Recensé : Matthieu Saladin, Esthétique de l’improvisation libre. Expérimentation musicale et politique, Dijon, Presses du réel, 2014, 391 p.

L’improvisation en musique est une pratique probablement aussi vieille que la musique elle-même. Elle occupe une place importante dans de nombreuses cultures et pratiques musicales [1], même si sa place dans la tradition savante occidentale n’a cessé de se réduire comme peau de chagrin depuis le XIXe siècle [2]. La popularité qu’a pu connaître tout au long du XXe siècle le jazz, dont l’improvisation est un ingrédient majeur, ainsi que l’attention croissante accordée à l’indétermination et aux formes ouvertes dans la musique savante d’avant-garde [3], ont cependant contribué à donner un souffle nouveau à cette pratique dans les consciences musicales européennes à tel point que l’on voit apparaître dans les années 1960 des ensembles musicaux quasi exclusivement voués à l’improvisation sous une forme totale et radicalisée. C’est à ces expériences européennes de l’improvisation libre qu’est consacré le livre de Matthieu Saladin, Esthétique de l’improvisation libre. Expérimentations musicales et politiques.

Chronique d’une émergence

L’improvisation dite « libre » peut être décrite comme une forme d’improvisation radicalisée. Dans d’autres genres d’improvisation, comme le jazz dans ses formes les plus traditionnelles, l’improvisation peut être assimilée au fait de broder sur un canevas prédéfini : le jazzman improvise à partir d’un standard, qui est souvent une chanson tirée d’une comédie musicale américaine. Il dispose certes d’une certaine marge de liberté dans la construction de ses lignes mélodiques, une marge de liberté dont il fait usage dans l’instant en composant ses mélodies au fil de la plume, pour utiliser une métaphore littéraire. Mais ce faisant, il suit à chaque instant la structure du standard et obéit à certaines contraintes stylistiques propres à la musique de jazz. L’improvisation libre qui intéresse Matthieu Saladin vise au contraire à rejeter toute forme de contrainte préalable afin de plonger la musique dans un flux constant de création spontanée où en principe tout peut arriver à chaque instant. Improviser revient alors, pour ainsi dire, à broder sans canevas. L’improvisation libre généralise ainsi à la musique dans son ensemble la liberté qui n’apparaît que sous une forme partielle et localisée dans les genres plus traditionnels de musique improvisée.
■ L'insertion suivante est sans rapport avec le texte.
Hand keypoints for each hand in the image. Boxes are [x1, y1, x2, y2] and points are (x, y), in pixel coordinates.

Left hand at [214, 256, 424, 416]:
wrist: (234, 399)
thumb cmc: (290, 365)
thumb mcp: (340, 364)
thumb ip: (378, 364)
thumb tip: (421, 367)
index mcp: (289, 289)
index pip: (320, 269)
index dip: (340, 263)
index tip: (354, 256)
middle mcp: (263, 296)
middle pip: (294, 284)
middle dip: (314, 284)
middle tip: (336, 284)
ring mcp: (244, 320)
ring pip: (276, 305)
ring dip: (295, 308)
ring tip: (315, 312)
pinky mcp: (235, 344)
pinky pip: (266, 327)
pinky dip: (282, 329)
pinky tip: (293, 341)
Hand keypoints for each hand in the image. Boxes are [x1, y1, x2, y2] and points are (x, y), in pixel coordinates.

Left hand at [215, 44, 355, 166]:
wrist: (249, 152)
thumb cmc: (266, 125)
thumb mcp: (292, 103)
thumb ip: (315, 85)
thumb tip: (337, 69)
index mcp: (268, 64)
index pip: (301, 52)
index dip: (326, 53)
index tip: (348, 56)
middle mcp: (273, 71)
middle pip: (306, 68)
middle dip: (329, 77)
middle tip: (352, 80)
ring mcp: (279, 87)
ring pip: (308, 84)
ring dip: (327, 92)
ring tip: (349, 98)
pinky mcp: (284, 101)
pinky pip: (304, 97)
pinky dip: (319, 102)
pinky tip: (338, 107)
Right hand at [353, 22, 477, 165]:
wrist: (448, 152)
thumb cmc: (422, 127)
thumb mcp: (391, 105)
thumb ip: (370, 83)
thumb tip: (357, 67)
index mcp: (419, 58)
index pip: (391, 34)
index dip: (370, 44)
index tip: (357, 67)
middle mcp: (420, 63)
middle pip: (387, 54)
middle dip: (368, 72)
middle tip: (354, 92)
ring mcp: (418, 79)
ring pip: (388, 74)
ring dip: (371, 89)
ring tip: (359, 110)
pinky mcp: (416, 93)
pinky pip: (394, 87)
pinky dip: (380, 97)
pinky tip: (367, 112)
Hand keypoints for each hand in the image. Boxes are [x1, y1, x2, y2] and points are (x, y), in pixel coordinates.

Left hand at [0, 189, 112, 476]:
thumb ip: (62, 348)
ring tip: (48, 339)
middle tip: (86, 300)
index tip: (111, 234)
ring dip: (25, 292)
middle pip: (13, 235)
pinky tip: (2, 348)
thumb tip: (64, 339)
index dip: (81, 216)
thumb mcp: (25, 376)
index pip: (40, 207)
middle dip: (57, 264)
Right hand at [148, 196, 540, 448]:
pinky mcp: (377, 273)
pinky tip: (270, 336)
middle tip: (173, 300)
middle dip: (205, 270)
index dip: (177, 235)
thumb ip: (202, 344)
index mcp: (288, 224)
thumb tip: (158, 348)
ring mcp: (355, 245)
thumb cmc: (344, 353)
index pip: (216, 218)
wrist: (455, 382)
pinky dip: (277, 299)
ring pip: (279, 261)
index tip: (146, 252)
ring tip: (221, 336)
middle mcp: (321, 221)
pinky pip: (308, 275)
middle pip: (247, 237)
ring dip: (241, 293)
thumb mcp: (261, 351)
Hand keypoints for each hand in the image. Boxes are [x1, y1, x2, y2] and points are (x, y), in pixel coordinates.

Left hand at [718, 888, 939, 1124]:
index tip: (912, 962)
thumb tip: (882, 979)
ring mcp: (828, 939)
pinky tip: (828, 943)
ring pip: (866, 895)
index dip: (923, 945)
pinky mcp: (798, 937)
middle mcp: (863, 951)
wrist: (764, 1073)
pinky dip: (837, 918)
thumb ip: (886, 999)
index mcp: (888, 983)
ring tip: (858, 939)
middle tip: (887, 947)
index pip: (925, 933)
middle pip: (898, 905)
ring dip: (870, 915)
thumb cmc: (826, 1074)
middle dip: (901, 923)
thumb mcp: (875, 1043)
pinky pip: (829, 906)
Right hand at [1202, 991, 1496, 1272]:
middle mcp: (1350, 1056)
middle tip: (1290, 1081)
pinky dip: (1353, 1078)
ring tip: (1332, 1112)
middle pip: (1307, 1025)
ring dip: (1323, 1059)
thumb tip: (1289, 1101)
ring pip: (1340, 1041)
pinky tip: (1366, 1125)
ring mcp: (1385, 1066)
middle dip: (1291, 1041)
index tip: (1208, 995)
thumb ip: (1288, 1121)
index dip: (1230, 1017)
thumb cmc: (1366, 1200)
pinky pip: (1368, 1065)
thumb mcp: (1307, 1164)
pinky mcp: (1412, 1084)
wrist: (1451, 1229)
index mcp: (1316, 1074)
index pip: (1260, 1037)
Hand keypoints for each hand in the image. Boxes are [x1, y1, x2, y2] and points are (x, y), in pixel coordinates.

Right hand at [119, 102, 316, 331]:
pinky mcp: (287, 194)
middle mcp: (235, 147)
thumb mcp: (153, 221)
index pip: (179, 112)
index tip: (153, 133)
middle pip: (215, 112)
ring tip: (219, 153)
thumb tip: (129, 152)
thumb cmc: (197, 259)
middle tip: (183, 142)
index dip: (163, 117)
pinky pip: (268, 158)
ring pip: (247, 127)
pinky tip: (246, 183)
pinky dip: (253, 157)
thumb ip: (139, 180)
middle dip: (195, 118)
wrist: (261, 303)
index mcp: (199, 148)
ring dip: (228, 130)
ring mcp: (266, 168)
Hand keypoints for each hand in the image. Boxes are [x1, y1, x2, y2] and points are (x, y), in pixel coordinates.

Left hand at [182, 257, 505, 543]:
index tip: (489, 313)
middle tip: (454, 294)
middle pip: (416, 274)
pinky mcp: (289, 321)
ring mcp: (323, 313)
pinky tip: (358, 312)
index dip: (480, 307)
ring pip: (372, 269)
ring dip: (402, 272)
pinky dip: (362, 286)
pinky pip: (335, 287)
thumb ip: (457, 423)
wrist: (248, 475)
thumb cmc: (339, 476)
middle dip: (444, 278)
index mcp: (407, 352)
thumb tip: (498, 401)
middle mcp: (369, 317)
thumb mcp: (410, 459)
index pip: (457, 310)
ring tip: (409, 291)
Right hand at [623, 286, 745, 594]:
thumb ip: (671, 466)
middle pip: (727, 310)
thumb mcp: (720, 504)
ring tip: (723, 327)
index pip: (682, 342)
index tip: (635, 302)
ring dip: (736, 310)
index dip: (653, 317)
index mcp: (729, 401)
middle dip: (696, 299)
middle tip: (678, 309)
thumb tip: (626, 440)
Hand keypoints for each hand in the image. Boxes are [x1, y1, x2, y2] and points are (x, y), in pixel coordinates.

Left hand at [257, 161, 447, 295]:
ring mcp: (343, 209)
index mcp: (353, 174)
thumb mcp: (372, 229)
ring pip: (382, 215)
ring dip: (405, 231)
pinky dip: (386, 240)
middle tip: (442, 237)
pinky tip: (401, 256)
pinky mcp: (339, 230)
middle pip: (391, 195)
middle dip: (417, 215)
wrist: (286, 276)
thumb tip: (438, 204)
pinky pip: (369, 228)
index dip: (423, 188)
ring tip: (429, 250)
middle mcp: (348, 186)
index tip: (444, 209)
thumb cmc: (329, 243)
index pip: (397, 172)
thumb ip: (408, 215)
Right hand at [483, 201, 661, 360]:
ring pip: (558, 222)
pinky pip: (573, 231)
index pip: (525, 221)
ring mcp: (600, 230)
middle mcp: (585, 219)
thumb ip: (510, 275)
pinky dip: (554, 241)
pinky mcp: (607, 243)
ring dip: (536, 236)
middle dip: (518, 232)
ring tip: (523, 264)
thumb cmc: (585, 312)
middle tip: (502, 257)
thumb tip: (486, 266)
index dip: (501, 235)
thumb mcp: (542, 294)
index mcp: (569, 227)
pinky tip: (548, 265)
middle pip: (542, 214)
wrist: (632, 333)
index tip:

L’idée d’improvisation libre, au sens que nous venons de définir, est une invention relativement récente. C’est en effet dans l’effervescence musicale (et pas seulement musicale) des années 1960 qu’émerge cette approche de l’improvisation, dont les ensembles AMM et Spontaneous Music Ensemble en Grande Bretagne ainsi que Musica Elettronica Viva en Italie font figure de pionniers en Europe. Une première ambition du livre de Matthieu Saladin est de raconter cette émergence, en dessinant successivement les portraits de ces trois figures de l’improvisation libre dans les trois premiers chapitres du livre.

On peut ainsi parcourir les différents chemins qui ont mené chacun de ces groupes à sa propre pratique de l’improvisation et apprécier l’angle particulier sous lequel ils l’ont envisagée. Les membres de SME sont au départ des musiciens de jazz marqués par le tournant que prend le free jazz au début des années 1960 [4]. Ils envisagent l’improvisation libre comme une méthode de l’écoute mutuelle, fondée sur un principe d’égalité entre les différents membres du collectif. AMM de son côté naît de la rencontre de déçus du jazz et intrigué par les ressources nouvelles de l’improvisation (Cornelius Cardew), tous partis à la recherche de « l’invention de soi » (p. 45), où le « soi » recherché est un soi collectif qui suppose une « désidentification de l’individualité sonore » (p. 53) de chaque instrumentiste. MEV occupe peut-être une place un peu à part dans la mesure où ses principaux instigateurs sont des compositeurs d’avant-garde américains exilés sur le vieux continent, fascinés par les dernières trouvailles de la technologie électro-acoustique et les possibilités nouvelles qu’elles offrent en matière d’interaction en direct.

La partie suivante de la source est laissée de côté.